Some people may also quote the astronomical start of Autumn as being the 21st March, which is when the vernal equinox happens (day and night are the same length), though it is more traditionally accepted that Autumn is all the months of March, April and May,
What Does Autumn Feel Like In Australia?
Australia is a huge country with multiple climates, so Autumn can feel different across the country.
Up north in Darwin, they only really have two seasons – the wet season from November to April with the dry season from May to October. In the Australian autumn month from March to May the temperatures range from 22-33°C (71-92°F), with an average of 16 days of rain in March at the end of the wet season, dropping to only one day of rain in May.
In the east in Brisbane, the temperatures range from 15-25°C (59-77°F) in autumn, with very little rain and low humidity
Down south, on the mainland in Melbourne, it is very different, with temperatures in the 11– 20°C (52 – 68°F) range. There are an average of five days of rain in March rising to eight in May, with the rest of the days often sunny, after the morning mists have burned off.
In the most southerly capital, Hobart, on the island state of Tasmania, things get even colder at 9-17°C (48-63°F), with an average of six days of rainfall in each month. Given the next stop south is Antarctica, it’s probably not a surprise it gets so cold!
Out west in Perth, it can be humid with occasional storms, and temperatures ranging from 14-26°C (57-79°F).
In the red centre at Alice Springs, there are warm days, and cool nights with weather ranging from 12-27°C (54–81°F). It is considered one of the best times to visit this part of the country.

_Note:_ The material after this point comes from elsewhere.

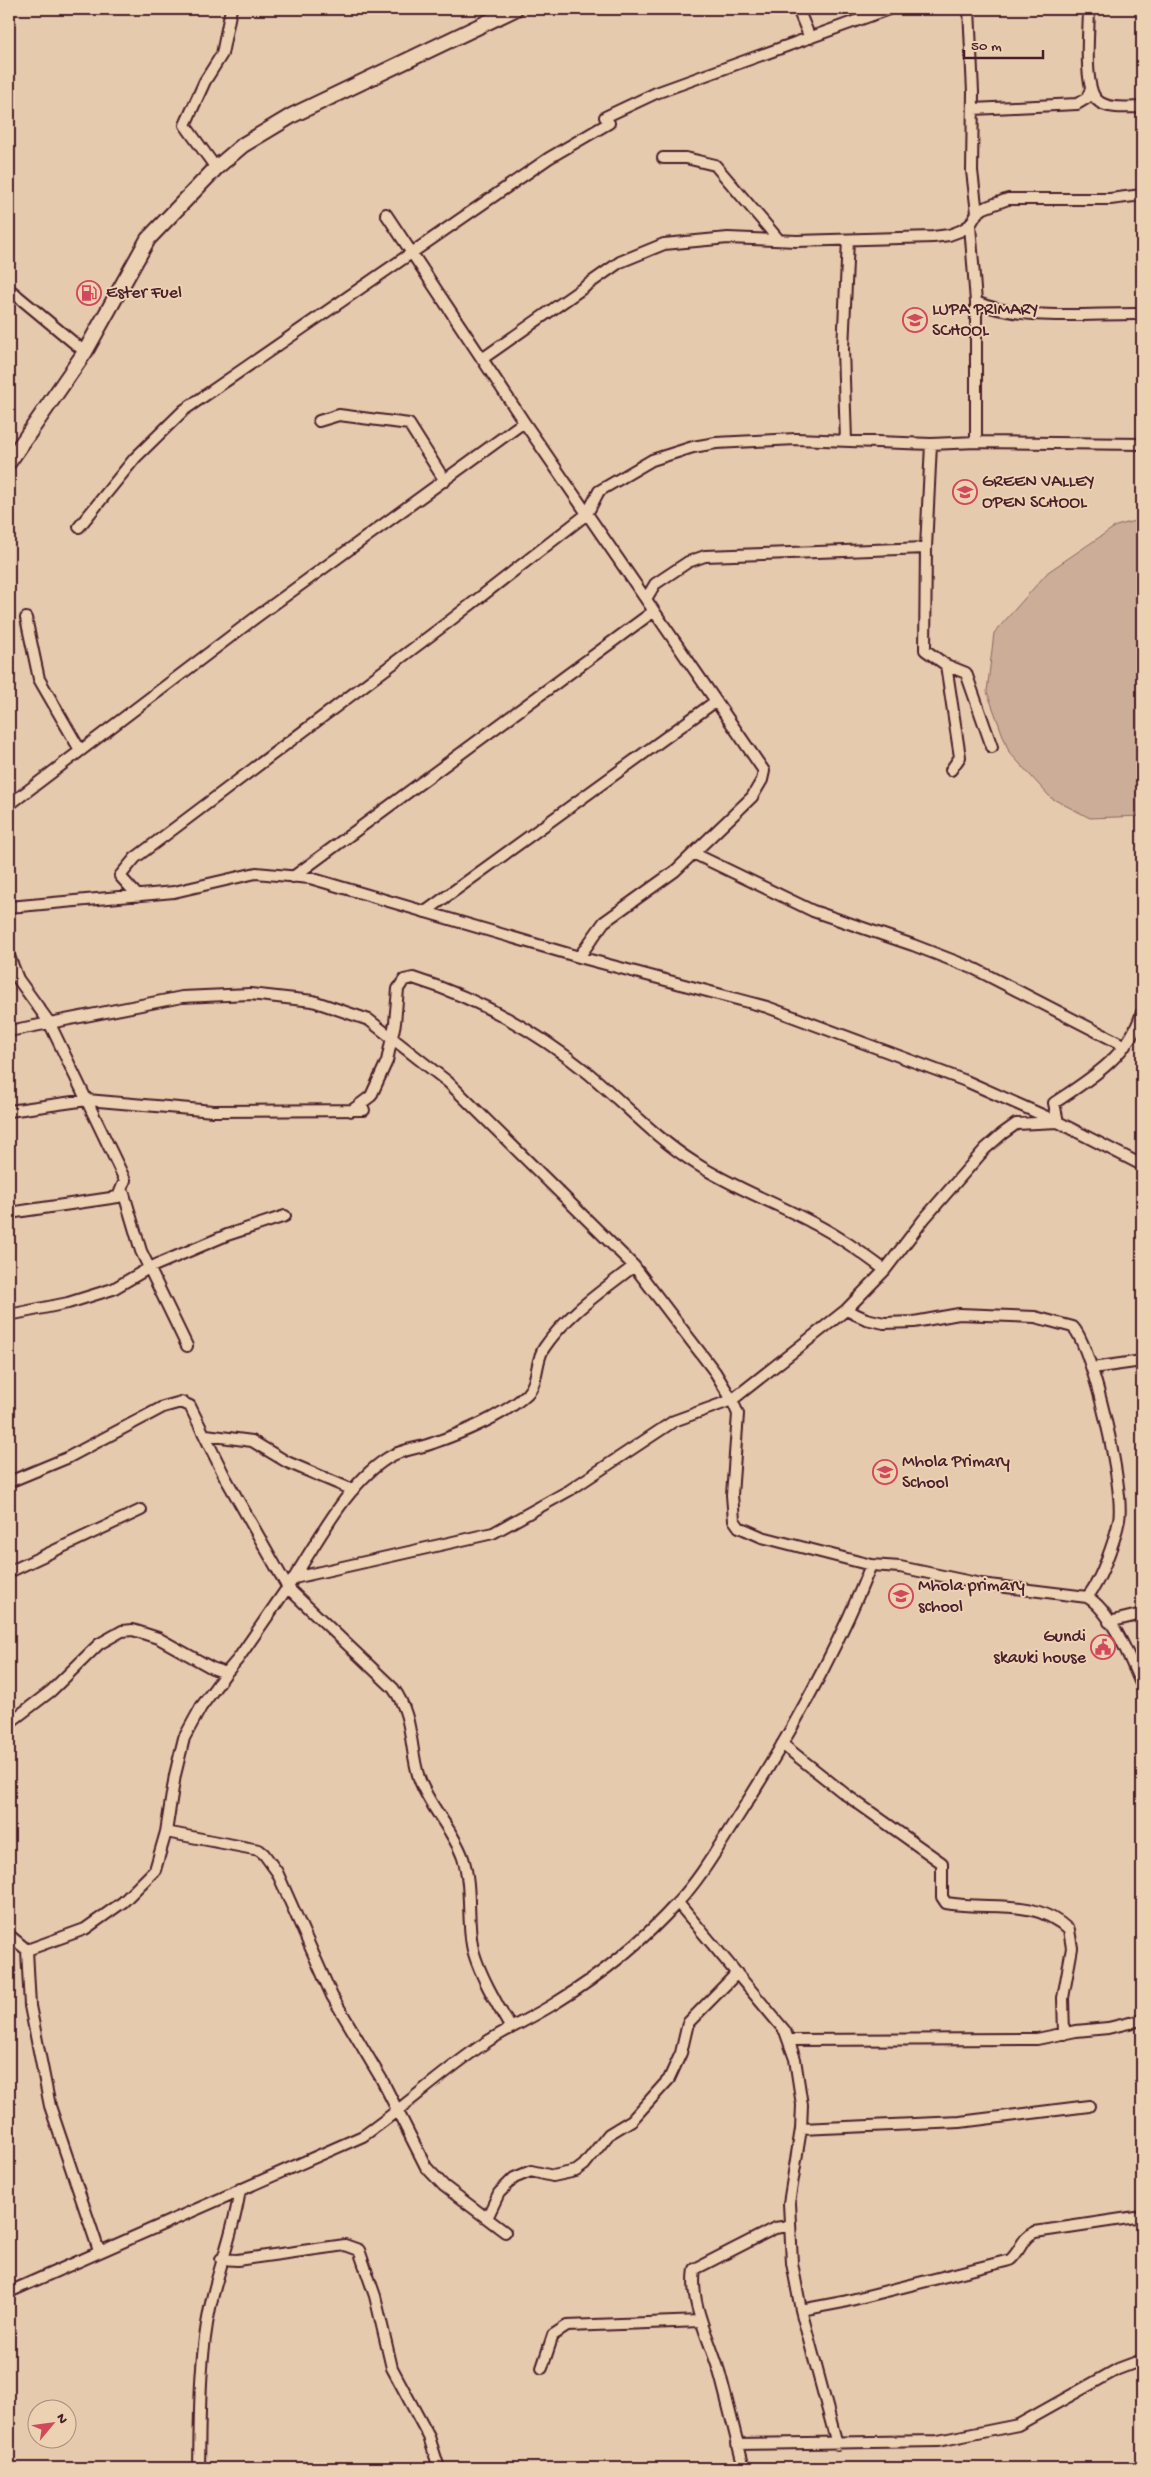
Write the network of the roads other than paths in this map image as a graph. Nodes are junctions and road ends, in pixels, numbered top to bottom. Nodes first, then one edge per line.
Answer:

Do the Indigenous Calendars Recognise Autumn?
This is a very difficult question to answer quickly, as there are over 250 mobs (tribes) of indigenous people in Australia, with most areas having their own calendars which are based around local weather and food cycles.
For example, the Yolgnu people in the north-east of the country, recognise six seasons (versus the two seasons of wet and dry that Europeans see). The traditional months of autumn would be split into three, with March falling into Gurnmul, the main wet season, March and April in Mirdawarr, the end of wet season, and May into Dhaaratharramirri characterised by being drier and with winds coming from the east.
As another example, the Nyoongar people in the southwest of Australia also recognise six seasons. March falls into Bunuru, the second summer, which is the hottest part of the year. April and May fall into Djeran, known as the season of adulthood, when the cooler weather begins.
So yes, indigenous calendars do recognise autumn, but often it is split up differently to western calendars, and you will find unique interpretations in each part of the country.
AUTHOR – BEN REEVE
Reeves Roam, is a first-hand travel blog. The Reeves have lived in the UK, South Africa and Australia and have travelled extensively in Europe and Southeast Asia.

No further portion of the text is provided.